The JFET is abbreviated as Junction Field Effect Transistor. JFET is just like a normal FET. The types of JFET are n-channel FET and P-channel FET. A p-type material is added to the n-type substrate in n-channel FET, whereas an n-type material is added to the ptype substrate in p-channel FET. Hence it is enough to discuss one type of FET to understand both.
The N-channel FET is the mostly used Field Effect Transistor. For the fabrication of Nchannel FET, a narrow bar of N-type semiconductor is taken on which P-type material is formed by diffusion on the opposite sides. These two sides are joined to draw a single connection for gate terminal. This can be understood from the following figure.
These two gate depositions (p-type materials) form two PN diodes. The area between gates is called as a channel. The majority carriers pass through this channel. Hence the cross sectional form of the FET is understood as the following figure.
Ohmic contacts are made at the two ends of the n-type semiconductor bar, which form the source and the drain. The source and the drain terminals may be interchanged.
Before going into the operation of the FET one should understand how the depletion layers are formed. For this, let us suppose that the voltage at gate terminal say VGG is reverse biased while the voltage at drain terminal say VDD is not applied. Let this be the case 1.
In case 1, When VGG is reverse biased and VDD is not applied, the depletion regions between P and N layers tend to expand. This happens as the negative voltage applied, attracts the holes from the p-type layer towards the gate terminal.
In case 2, When VDD is applied (positive terminal to drain and negative terminal to source) and VGG is not applied, the electrons flow from source to drain which constitute the drain current ID.
Let us now consider the following figure, to understand what happens when both the supplies are given.
The supply at gate terminal makes the depletion layer grow and the voltage at drain terminal allows the drain current from source to drain terminal. Suppose the point at source terminal is B and the point at drain terminal is A, then the resistance of the channel will be such that the voltage drop at the terminal A is greater than the voltage drop at the terminal B. Which means,
Hence the voltage drop is being progressive through the length of the channel. So, the reverse biasing effect is stronger at drain terminal than at the source terminal. This is why the depletion layer tends to penetrate more into the channel at point A than at point B, when both VGG and VDD are applied. The following figure explains this.

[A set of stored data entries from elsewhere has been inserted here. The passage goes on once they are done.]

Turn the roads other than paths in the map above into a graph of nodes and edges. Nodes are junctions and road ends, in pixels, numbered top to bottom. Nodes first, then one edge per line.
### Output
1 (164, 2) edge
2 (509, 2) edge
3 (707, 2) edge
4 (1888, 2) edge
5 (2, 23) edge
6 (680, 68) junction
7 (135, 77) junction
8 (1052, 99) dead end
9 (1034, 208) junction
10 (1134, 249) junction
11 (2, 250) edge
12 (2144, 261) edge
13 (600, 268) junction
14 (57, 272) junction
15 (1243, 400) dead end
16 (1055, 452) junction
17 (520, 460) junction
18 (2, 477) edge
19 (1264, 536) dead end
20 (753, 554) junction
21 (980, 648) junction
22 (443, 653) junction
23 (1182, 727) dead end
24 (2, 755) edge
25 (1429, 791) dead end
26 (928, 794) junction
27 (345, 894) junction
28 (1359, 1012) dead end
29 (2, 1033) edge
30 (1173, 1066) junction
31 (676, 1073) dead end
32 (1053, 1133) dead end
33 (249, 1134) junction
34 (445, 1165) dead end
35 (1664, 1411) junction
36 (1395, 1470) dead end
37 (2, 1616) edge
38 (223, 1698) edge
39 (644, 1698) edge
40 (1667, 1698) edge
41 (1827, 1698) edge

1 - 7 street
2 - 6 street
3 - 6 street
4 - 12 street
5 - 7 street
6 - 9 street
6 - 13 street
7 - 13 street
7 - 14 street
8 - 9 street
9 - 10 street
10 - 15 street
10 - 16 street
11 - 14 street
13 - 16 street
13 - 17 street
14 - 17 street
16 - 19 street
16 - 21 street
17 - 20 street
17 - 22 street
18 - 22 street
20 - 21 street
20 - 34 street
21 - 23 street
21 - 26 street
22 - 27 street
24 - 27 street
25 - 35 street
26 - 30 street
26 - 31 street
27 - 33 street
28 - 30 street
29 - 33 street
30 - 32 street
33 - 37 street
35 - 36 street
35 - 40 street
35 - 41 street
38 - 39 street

Now that we have understood the behavior of FET, let us go through the real operation of FET.
As the width of depletion layer plays an important role in the operation of FET, the name depletion mode of operation implies. We have another mode called enhancement mode of operation, which will be discussed in the operation of MOSFETs. But JFETs have only depletion mode of operation.
Let us consider that there is no potential applied between gate and source terminals and a potential VDD is applied between drain and source. Now, a current ID flows from drain to source terminal, at its maximum as the channel width is more. Let the voltage applied between gate and source terminal VGG is reverse biased. This increases the depletion width, as discussed above. As the layers grow, the cross-section of the channel decreases and hence the drain current ID also decreases.
When this drain current is further increased, a stage occurs where both the depletion layers touch each other, and prevent the current ID flow. This is clearly shown in the following figure.
The voltage at which both these depletion layers literally “touch” is called as “Pinch off voltage”. It is indicated as VP. The drain current is literally nil at this point. Hence the drain current is a function of reverse bias voltage at gate.
Since gate voltage controls the drain current, FET is called as the voltage controlled device. This is more clearly understood from the drain characteristics curve.
Let us try to summarize the function of FET through which we can obtain the characteristic curve for drain of FET. The circuit of FET to obtain these characteristics is given below.
When the voltage between gate and source VGS is zero, or they are shorted, the current ID from source to drain is also nil as there is no VDS applied. As the voltage between drain and source VDS is increased, the current flow ID from source to drain increases. This increase in current is linear up to a certain point A, known as Knee Voltage.
The gate terminals will be under reverse biased condition and as ID increases, the depletion regions tend to constrict. This constriction is unequal in length making these regions come closer at drain and farther at drain, which leads to pinch off voltage. The pinch off voltage is defined as the minimum drain to source voltage where the drain current approaches a constant value (saturation value). The point at which this pinch off voltage occurs is called as Pinch off point, denoted as B.
As VDS is further increased, the channel resistance also increases in such a way that ID practically remains constant. The region BC is known as saturation region or amplifier region. All these along with the points A, B and C are plotted in the graph below.
The drain characteristics are plotted for drain current ID against drain source voltage VDS for different values of gate source voltage VGS. The overall drain characteristics for such various input voltages is as given under.
As the negative gate voltage controls the drain current, FET is called as a Voltage controlled device. The drain characteristics indicate the performance of a FET. The drain characteristics plotted above are used to obtain the values of Drain resistance, Transconductance and Amplification Factor.